▶ _Task statement_: The line containing "index pip: (436, 248)" marks the end: restate word for word every line from the first line of the entries below through that one.

▶ _Records provided_:
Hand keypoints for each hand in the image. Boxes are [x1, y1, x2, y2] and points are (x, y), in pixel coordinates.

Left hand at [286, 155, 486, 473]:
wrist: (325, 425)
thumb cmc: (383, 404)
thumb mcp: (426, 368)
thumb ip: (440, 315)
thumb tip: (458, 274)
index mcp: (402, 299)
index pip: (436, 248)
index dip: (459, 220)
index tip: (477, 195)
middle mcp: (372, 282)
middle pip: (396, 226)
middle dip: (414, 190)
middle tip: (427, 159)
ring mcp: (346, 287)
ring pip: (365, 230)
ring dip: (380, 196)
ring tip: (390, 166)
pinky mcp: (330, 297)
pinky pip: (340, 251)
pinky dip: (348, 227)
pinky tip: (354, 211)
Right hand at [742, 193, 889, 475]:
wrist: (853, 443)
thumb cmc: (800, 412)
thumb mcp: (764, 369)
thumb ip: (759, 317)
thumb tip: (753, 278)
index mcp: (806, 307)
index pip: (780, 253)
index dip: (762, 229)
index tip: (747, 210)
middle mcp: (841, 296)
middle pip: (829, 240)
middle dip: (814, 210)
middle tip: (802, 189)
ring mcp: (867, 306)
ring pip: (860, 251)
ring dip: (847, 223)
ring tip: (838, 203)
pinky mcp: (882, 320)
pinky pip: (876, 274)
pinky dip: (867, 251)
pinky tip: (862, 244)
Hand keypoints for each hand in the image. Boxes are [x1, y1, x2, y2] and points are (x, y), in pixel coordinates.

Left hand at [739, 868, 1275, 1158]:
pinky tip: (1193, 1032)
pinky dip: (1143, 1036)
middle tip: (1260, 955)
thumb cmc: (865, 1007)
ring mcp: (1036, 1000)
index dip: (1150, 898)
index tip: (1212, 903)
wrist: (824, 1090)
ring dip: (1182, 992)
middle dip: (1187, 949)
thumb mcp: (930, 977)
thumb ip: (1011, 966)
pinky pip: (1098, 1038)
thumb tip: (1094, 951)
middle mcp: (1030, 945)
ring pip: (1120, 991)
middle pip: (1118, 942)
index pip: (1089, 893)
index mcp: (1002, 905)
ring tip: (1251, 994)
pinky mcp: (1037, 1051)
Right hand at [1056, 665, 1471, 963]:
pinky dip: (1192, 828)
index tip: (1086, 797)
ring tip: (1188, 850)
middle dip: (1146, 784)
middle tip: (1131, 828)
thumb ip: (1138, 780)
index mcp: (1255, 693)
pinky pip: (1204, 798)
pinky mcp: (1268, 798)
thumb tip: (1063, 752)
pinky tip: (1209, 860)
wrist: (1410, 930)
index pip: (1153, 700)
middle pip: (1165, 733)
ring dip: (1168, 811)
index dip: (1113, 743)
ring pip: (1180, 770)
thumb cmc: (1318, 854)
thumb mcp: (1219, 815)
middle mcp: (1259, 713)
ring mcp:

▶ _Result_:
Hand keypoints for each hand in the image. Boxes are [x1, y1, x2, y2] and points are (x, y), in pixel coordinates.

Left hand at [286, 155, 486, 473]:
wrist: (325, 425)
thumb cmc: (383, 404)
thumb mcp: (426, 368)
thumb ip: (440, 315)
thumb tip: (458, 274)
index mcp: (402, 299)
index pip: (436, 248)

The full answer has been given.